_Brief_. Scan the entries below for the word "Rioja". Copy each line that has it.

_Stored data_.
--- START ---
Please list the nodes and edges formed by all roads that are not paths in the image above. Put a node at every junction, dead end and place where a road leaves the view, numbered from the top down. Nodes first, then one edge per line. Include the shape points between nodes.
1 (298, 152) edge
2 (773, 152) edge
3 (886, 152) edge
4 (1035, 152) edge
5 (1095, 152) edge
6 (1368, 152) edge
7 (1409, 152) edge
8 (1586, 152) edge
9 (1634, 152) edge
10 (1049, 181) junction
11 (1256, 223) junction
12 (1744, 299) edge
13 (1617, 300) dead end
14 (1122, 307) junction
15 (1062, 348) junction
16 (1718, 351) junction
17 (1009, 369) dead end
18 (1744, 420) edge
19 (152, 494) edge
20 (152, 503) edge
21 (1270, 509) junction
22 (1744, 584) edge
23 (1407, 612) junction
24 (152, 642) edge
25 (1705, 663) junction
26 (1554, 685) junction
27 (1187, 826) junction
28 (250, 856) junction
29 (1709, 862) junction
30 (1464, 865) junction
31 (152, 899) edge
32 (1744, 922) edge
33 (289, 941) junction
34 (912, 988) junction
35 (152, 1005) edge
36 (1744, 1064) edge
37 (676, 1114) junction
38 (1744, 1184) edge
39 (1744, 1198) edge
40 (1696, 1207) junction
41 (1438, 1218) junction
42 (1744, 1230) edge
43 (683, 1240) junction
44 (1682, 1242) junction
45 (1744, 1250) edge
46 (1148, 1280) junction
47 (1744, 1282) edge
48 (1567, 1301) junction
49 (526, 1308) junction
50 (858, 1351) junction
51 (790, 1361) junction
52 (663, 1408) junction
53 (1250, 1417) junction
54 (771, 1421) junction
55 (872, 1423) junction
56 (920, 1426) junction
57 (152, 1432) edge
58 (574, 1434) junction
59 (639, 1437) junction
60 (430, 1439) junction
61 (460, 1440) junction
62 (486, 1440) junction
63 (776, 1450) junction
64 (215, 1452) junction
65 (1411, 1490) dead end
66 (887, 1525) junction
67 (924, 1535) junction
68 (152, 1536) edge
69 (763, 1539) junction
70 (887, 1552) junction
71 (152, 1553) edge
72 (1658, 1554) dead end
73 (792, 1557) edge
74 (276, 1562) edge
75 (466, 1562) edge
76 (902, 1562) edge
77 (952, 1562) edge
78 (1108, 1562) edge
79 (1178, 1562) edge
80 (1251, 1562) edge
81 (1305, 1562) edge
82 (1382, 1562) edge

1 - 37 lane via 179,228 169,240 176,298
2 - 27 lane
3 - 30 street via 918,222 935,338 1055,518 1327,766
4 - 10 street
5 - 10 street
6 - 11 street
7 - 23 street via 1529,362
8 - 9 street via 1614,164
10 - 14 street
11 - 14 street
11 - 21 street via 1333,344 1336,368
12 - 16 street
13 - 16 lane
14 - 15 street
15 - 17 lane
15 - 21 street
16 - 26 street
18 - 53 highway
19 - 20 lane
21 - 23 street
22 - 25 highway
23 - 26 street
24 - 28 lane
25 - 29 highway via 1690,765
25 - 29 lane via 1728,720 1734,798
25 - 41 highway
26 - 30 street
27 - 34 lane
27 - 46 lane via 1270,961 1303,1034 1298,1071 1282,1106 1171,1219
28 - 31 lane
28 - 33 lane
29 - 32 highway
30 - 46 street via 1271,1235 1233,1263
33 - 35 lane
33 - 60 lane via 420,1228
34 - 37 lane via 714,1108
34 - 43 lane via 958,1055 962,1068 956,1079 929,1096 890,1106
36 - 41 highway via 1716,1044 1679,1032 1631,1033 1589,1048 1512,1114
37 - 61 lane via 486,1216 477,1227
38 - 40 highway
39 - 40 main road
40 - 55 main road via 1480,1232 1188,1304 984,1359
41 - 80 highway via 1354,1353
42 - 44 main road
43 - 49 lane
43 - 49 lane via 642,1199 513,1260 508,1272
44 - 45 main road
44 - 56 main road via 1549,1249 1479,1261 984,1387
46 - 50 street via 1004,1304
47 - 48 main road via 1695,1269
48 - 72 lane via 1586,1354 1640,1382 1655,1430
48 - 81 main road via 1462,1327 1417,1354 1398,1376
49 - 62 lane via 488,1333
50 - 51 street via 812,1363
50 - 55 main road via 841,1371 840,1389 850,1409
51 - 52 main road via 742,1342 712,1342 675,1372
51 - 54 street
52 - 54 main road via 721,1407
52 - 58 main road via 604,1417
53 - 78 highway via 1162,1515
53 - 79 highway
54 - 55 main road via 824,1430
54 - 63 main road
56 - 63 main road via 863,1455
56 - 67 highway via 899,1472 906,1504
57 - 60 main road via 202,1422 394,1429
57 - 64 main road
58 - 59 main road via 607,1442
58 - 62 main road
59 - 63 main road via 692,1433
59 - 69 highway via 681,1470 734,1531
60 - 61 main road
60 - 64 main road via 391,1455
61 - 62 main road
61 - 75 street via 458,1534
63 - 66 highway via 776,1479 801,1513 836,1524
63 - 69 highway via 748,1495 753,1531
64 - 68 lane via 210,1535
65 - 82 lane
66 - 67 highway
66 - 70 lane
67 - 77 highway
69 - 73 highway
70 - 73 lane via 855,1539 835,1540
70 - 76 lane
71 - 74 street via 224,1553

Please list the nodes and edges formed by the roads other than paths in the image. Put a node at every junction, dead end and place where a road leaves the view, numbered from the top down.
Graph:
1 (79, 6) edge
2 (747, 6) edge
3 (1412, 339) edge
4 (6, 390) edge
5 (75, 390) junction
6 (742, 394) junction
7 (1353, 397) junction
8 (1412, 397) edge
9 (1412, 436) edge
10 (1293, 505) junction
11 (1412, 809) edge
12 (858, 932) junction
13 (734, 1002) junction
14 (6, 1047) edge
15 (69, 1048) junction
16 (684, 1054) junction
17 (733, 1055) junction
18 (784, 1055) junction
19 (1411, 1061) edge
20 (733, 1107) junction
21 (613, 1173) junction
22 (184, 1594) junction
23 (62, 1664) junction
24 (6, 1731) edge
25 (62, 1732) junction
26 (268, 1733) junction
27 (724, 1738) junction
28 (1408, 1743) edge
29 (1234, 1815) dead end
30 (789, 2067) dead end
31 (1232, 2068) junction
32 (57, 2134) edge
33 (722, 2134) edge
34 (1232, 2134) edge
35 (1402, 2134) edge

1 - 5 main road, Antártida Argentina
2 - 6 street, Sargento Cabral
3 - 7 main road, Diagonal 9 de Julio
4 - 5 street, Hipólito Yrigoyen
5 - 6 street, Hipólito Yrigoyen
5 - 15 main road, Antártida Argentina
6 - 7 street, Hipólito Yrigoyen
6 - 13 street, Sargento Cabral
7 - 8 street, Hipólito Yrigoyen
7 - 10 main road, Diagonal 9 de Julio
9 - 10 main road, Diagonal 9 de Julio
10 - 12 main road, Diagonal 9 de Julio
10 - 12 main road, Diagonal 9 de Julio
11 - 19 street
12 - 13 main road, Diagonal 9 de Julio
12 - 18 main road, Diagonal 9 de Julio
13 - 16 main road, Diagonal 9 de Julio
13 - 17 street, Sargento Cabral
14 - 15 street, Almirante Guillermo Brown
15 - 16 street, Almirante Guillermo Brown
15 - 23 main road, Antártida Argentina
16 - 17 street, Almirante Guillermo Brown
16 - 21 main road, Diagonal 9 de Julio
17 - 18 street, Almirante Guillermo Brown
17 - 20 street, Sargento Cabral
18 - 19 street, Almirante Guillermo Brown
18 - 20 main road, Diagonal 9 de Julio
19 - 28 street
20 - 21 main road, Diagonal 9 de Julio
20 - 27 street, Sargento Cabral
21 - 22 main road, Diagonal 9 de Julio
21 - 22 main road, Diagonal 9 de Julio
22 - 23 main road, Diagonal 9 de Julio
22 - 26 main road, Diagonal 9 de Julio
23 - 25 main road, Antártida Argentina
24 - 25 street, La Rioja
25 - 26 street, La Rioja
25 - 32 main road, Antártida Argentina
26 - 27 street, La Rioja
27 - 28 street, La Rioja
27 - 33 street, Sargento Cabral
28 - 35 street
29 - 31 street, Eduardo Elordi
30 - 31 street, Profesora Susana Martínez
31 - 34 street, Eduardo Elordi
--- END ---
_Expected answer_.
24 - 25 street, La Rioja
25 - 26 street, La Rioja
26 - 27 street, La Rioja
27 - 28 street, La Rioja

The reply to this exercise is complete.